= Excerpted data =

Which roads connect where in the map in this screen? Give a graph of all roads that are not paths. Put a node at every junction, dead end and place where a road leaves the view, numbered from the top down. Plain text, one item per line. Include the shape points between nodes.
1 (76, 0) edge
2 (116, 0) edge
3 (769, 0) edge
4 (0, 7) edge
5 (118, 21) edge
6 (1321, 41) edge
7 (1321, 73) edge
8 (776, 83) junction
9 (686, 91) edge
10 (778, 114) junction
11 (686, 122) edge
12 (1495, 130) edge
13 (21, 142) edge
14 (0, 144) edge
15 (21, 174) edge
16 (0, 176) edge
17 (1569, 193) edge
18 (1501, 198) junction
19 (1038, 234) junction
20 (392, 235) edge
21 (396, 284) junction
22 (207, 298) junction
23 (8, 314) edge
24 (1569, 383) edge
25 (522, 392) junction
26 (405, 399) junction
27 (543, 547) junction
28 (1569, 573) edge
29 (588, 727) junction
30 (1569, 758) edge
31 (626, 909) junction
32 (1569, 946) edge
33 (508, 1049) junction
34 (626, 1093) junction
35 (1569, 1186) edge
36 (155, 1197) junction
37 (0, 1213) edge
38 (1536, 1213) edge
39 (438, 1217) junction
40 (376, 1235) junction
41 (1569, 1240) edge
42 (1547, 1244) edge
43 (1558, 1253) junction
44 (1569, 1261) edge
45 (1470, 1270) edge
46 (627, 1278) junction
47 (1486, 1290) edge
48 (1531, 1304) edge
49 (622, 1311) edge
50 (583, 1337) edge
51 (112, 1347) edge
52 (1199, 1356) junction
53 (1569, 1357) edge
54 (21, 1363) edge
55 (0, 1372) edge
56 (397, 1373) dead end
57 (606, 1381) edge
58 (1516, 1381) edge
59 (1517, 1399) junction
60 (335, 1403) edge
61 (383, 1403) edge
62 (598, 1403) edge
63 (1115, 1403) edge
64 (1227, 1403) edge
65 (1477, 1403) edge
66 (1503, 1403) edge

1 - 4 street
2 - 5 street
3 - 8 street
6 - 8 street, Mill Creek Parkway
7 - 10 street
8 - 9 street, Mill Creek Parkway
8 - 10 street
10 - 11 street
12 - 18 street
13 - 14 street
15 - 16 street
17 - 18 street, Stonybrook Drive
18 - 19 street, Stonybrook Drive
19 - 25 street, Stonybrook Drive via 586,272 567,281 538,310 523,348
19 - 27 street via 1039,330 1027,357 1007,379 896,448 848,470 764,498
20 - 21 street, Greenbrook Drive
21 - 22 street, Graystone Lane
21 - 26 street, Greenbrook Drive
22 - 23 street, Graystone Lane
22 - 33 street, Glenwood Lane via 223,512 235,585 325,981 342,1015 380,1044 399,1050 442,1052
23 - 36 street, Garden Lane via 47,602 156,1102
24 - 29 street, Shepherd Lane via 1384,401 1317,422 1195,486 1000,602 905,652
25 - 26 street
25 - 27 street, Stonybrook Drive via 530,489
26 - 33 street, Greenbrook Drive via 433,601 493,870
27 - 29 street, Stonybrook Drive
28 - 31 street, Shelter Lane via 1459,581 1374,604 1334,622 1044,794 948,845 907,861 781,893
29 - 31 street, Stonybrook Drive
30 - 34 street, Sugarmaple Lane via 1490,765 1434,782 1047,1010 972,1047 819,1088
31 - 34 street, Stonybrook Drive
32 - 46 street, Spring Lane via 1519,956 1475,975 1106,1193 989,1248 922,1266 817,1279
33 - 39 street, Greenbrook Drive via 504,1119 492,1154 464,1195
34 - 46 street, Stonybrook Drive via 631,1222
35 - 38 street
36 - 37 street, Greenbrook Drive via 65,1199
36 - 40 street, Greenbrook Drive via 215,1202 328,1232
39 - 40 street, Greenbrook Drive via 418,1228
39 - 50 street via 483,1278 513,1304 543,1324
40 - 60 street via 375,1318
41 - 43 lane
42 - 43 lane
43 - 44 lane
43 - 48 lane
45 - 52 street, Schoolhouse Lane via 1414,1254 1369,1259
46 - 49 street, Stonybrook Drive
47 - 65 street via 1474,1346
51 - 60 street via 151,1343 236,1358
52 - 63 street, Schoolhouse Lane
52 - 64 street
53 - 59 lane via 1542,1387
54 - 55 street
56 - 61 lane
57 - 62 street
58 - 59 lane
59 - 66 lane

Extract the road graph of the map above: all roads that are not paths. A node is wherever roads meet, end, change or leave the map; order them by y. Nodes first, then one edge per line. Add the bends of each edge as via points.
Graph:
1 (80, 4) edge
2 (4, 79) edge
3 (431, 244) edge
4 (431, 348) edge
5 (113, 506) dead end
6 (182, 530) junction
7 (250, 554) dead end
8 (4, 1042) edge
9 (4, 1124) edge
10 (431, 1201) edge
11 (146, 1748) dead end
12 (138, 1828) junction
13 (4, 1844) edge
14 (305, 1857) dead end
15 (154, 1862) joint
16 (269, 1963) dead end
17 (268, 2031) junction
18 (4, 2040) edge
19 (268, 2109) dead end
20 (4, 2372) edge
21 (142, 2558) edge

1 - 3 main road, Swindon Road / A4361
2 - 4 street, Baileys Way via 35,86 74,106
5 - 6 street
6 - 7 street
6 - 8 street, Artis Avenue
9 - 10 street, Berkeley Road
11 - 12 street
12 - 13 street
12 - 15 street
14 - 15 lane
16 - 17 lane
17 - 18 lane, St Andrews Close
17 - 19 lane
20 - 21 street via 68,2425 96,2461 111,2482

= What is needed =
Search the entries above for the word "Creek" and copy each line where it appears.

= Response below =
6 - 8 street, Mill Creek Parkway
8 - 9 street, Mill Creek Parkway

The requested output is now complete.